[What you have to do] Copy out the data line by line exactly, from its start to the line bearing "thumb ip: (799, 505)", inclusive.

START Records for the exercise

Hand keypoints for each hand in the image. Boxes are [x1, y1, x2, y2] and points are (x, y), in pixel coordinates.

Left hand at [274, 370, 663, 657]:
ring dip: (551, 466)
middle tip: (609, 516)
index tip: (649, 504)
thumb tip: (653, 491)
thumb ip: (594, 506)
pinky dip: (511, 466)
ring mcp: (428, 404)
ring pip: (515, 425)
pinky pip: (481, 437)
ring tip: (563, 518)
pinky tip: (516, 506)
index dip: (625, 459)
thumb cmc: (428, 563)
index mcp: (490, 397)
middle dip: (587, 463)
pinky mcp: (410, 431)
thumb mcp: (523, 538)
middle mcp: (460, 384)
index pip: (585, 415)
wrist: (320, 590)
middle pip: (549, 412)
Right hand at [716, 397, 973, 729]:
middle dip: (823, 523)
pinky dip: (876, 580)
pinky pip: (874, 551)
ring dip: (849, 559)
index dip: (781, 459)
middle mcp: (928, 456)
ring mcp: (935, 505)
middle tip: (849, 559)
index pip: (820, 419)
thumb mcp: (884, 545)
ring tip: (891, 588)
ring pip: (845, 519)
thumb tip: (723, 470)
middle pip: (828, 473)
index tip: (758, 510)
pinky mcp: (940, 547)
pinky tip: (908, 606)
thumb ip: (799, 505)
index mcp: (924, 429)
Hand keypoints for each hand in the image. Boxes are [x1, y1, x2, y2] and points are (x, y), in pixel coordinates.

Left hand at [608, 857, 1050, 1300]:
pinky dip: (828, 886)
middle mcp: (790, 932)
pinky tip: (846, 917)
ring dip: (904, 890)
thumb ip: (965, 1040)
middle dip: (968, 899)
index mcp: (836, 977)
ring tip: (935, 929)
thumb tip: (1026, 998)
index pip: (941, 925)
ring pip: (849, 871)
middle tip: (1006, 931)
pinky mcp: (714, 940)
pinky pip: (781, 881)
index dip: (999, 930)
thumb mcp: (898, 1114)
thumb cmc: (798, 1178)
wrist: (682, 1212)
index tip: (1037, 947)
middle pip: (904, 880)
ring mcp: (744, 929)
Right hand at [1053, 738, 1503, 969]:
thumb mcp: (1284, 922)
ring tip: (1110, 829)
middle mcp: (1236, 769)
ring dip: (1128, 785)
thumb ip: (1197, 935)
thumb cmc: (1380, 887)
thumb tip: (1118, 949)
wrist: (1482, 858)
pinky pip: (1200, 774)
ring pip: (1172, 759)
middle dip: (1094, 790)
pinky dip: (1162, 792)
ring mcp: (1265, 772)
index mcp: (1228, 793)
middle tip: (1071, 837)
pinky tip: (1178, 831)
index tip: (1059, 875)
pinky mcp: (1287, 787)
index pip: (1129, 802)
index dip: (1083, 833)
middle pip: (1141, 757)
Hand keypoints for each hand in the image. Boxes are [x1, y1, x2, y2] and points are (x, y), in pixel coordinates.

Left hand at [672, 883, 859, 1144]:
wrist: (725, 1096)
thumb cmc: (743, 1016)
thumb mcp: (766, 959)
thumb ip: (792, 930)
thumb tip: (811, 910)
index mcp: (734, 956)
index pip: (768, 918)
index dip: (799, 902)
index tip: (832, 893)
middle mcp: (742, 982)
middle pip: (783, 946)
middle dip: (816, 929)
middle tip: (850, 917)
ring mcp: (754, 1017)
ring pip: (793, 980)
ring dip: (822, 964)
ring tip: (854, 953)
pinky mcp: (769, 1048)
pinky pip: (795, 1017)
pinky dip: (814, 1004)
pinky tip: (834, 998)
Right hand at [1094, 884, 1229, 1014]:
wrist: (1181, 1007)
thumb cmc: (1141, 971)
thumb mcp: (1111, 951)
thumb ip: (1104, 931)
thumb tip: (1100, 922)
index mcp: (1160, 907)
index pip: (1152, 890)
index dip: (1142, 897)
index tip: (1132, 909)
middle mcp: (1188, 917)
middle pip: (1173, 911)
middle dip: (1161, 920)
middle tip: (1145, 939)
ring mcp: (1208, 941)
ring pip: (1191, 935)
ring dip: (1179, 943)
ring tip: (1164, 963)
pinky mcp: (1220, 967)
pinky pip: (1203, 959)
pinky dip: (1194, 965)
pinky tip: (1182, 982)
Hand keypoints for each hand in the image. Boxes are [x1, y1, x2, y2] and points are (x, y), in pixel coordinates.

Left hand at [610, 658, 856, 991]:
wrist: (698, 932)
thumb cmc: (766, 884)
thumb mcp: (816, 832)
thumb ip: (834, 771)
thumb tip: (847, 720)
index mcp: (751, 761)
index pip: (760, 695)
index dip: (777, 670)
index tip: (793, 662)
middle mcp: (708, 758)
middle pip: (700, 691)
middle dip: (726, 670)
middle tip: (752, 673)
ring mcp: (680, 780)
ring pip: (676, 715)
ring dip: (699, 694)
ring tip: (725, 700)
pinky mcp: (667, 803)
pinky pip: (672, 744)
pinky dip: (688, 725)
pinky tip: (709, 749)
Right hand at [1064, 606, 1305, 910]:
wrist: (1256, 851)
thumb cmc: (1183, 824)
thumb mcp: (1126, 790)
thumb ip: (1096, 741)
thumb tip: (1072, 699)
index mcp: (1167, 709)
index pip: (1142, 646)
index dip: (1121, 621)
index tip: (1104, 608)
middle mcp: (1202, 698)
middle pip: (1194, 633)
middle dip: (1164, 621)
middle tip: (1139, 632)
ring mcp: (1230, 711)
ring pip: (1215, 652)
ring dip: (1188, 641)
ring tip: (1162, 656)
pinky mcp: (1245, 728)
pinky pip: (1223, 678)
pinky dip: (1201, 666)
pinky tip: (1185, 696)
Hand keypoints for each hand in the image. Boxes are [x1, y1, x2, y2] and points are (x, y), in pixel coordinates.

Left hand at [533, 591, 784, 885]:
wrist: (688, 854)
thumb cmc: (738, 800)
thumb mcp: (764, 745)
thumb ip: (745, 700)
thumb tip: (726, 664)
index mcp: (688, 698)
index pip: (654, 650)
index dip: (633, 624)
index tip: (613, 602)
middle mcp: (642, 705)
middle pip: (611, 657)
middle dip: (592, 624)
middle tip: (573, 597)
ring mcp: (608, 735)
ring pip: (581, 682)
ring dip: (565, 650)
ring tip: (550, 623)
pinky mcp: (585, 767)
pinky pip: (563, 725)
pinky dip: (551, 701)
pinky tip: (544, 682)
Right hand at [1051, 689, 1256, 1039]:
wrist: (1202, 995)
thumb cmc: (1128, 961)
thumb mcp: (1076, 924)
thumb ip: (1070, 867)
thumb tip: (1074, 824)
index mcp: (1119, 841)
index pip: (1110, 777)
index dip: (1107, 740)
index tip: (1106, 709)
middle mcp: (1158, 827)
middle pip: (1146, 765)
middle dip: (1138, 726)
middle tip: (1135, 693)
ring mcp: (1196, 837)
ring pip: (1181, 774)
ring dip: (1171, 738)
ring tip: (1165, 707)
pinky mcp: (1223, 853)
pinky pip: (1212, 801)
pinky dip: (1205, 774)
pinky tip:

END Records for the exercise

[Task output]
Hand keypoints for each hand in the image. Boxes are [x1, y1, x2, y2] and points are (x, y), in pixel coordinates.

Left hand at [274, 370, 663, 657]:
ring dip: (551, 466)
middle tip: (609, 516)
index tip: (649, 504)
thumb tip: (653, 491)
thumb ip: (594, 506)
pinky dip: (511, 466)
ring mcp: (428, 404)
ring pip: (515, 425)
pinky pip: (481, 437)
ring tip: (563, 518)
pinky tip: (516, 506)
index dip: (625, 459)
thumb cmc: (428, 563)
index mcp: (490, 397)
middle dip: (587, 463)
pinky mcp: (410, 431)
thumb mcp: (523, 538)
middle mcp: (460, 384)
index pip: (585, 415)
wrist: (320, 590)
middle pip: (549, 412)
Right hand at [716, 397, 973, 729]:
middle dip: (823, 523)
pinky dip: (876, 580)
pinky pip: (874, 551)
ring dip: (849, 559)
index dip: (781, 459)
middle mcp: (928, 456)
ring mcp: (935, 505)
middle tip: (849, 559)
index pip: (820, 419)
thumb mcp: (884, 545)
ring tip: (891, 588)
ring pip: (845, 519)
thumb tip: (723, 470)
middle pip: (828, 473)
index tip: (758, 510)
pinky mcp: (940, 547)
pinky tip: (908, 606)
thumb ip: (799, 505)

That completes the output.